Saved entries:

* * * *

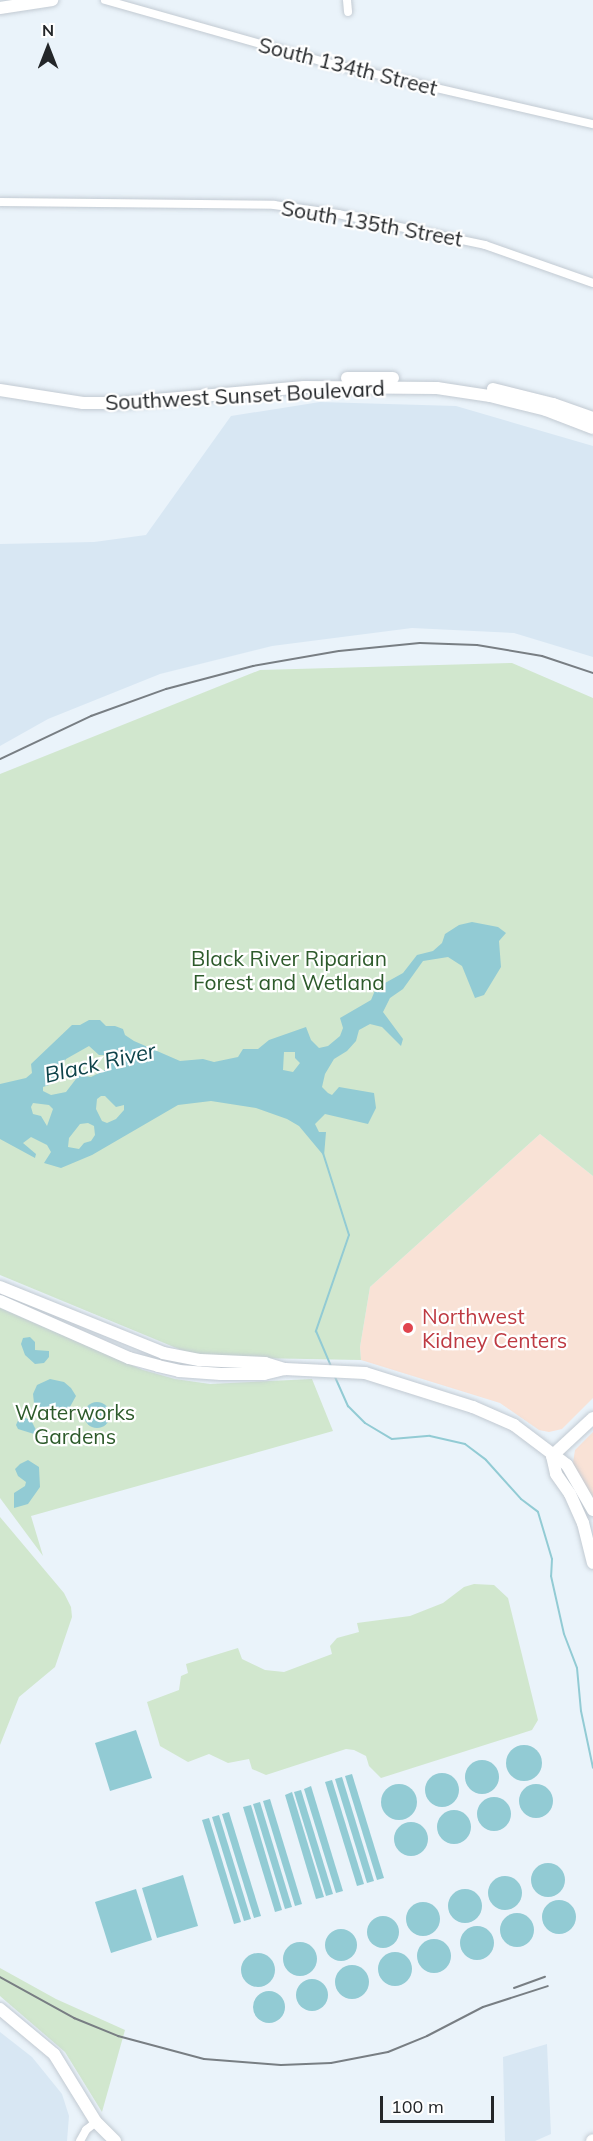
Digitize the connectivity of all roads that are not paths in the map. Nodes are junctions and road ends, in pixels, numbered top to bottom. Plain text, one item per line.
1 (52, 0) edge
2 (105, 0) edge
3 (347, 0) edge
4 (0, 8) edge
5 (348, 12) dead end
6 (593, 124) edge
7 (0, 202) edge
8 (593, 283) edge
9 (0, 382) edge
10 (0, 390) edge
11 (593, 418) edge
12 (593, 428) edge
13 (0, 1287) edge
14 (0, 1301) edge
15 (285, 1369) junction
16 (593, 1418) edge
17 (552, 1456) junction
18 (593, 1510) edge
19 (593, 1563) edge
20 (0, 2009) edge
21 (96, 2122) junction
22 (80, 2141) edge
23 (115, 2141) edge

1 - 4 street
2 - 6 street, South 134th Street
3 - 5 street
7 - 8 street, South 135th Street
9 - 11 street, Southwest Sunset Boulevard
10 - 12 street, Southwest Sunset Boulevard
13 - 15 street
14 - 15 street
15 - 17 street
16 - 17 street
17 - 18 street
17 - 19 street
20 - 21 street
21 - 22 street
21 - 23 street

* * * *

## What you have to do
In the answer, the entries should be restated verbatim, with all pictures omitted.

## Answer space
Digitize the connectivity of all roads that are not paths in the map. Nodes are junctions and road ends, in pixels, numbered top to bottom. Plain text, one item per line.
1 (52, 0) edge
2 (105, 0) edge
3 (347, 0) edge
4 (0, 8) edge
5 (348, 12) dead end
6 (593, 124) edge
7 (0, 202) edge
8 (593, 283) edge
9 (0, 382) edge
10 (0, 390) edge
11 (593, 418) edge
12 (593, 428) edge
13 (0, 1287) edge
14 (0, 1301) edge
15 (285, 1369) junction
16 (593, 1418) edge
17 (552, 1456) junction
18 (593, 1510) edge
19 (593, 1563) edge
20 (0, 2009) edge
21 (96, 2122) junction
22 (80, 2141) edge
23 (115, 2141) edge

1 - 4 street
2 - 6 street, South 134th Street
3 - 5 street
7 - 8 street, South 135th Street
9 - 11 street, Southwest Sunset Boulevard
10 - 12 street, Southwest Sunset Boulevard
13 - 15 street
14 - 15 street
15 - 17 street
16 - 17 street
17 - 18 street
17 - 19 street
20 - 21 street
21 - 22 street
21 - 23 street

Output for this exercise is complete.